From the deep archives: Christopher Walken

March 11, 2010

On the occasion of his return to Broadway, I’m posting the interview I did with Christopher Walken for my book Caught in the Act: New York Actors Face to Face (a collaboration with photographer Susan Shacter). It’s one of my favorites in the book because of his humility and the way he talks about his relationship to the audience. At the time, Walken had confounded expectations by taking a cameo role in the 1986 Lincoln Center revival of John Guare’s House of Blue Leaves, for which he was onstage only for the last ten minutes of the play.

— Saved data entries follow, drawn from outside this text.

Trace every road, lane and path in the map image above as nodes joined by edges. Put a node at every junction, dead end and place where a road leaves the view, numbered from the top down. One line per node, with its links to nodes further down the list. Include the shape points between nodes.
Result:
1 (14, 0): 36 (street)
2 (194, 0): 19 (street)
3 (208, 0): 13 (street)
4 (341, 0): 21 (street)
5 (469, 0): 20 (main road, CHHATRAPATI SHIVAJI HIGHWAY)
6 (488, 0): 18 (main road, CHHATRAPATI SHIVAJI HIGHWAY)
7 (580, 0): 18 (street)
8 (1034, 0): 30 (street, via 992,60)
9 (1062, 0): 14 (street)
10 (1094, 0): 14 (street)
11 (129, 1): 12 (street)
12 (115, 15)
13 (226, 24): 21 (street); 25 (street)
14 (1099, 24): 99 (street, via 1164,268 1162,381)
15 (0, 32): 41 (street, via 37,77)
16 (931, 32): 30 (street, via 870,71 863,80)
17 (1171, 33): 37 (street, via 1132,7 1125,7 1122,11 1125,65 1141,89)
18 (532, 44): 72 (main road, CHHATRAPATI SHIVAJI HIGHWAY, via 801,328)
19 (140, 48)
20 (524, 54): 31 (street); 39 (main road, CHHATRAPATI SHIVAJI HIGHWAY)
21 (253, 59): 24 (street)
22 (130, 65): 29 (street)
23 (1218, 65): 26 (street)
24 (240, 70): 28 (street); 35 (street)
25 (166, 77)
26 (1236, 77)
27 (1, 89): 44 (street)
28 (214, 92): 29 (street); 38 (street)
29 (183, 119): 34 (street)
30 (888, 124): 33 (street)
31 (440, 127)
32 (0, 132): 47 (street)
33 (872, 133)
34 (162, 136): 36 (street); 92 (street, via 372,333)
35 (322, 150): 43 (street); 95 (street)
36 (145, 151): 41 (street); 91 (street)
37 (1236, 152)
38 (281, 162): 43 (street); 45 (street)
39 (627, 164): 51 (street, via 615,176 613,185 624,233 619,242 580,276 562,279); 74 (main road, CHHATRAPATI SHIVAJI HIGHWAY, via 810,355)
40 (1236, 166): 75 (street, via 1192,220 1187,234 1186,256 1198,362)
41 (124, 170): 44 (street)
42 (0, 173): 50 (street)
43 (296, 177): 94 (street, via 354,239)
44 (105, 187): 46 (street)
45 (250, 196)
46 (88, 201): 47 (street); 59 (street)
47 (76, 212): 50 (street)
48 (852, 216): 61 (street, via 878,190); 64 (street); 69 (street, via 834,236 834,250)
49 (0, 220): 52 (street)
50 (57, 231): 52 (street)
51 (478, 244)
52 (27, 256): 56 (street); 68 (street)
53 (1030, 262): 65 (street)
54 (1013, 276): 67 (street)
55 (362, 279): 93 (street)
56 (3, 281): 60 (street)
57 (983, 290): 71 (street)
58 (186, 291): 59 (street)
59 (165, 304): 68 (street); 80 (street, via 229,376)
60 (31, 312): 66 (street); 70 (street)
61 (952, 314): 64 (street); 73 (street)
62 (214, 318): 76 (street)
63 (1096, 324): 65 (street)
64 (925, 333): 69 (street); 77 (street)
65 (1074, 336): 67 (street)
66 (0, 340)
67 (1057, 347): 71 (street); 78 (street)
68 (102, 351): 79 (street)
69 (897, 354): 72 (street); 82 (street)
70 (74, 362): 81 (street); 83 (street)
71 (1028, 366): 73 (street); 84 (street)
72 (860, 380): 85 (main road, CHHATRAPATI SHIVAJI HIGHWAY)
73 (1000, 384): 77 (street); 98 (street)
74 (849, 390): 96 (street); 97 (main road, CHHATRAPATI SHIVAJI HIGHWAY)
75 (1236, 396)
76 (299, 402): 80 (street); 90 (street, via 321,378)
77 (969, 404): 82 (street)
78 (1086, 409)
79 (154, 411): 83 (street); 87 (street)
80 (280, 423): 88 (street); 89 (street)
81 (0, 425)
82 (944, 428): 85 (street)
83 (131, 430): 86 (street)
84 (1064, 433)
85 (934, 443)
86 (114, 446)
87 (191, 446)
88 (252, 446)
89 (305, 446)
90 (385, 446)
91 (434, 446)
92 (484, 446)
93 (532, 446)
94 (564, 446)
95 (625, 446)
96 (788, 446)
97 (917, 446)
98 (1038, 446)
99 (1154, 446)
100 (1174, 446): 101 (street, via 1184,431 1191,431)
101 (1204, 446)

In House of Blue Leaves, you just sit there looking out at the audience – it’s one of the weirdest, most Brechtian performances I’ve ever seen.
I’m looking at them and they’re looking at me. That’s what I’m here for. That’s what I meant before when I said I’m starting to know what I’m for. A lot of critics object to that, but I do it on purpose. I believe that’s what God wants me to do.

God wants you to look at the audience?
I know, you say something like that and people think you sound like the Ayatollah Khomeini. But I look around as an intelligent person and see so many wonderful actors doing the other thing – why would I want to enter than arena? I believe as a performer you have to create your own arena so that in a sense there is no competition.

See the whole interview here.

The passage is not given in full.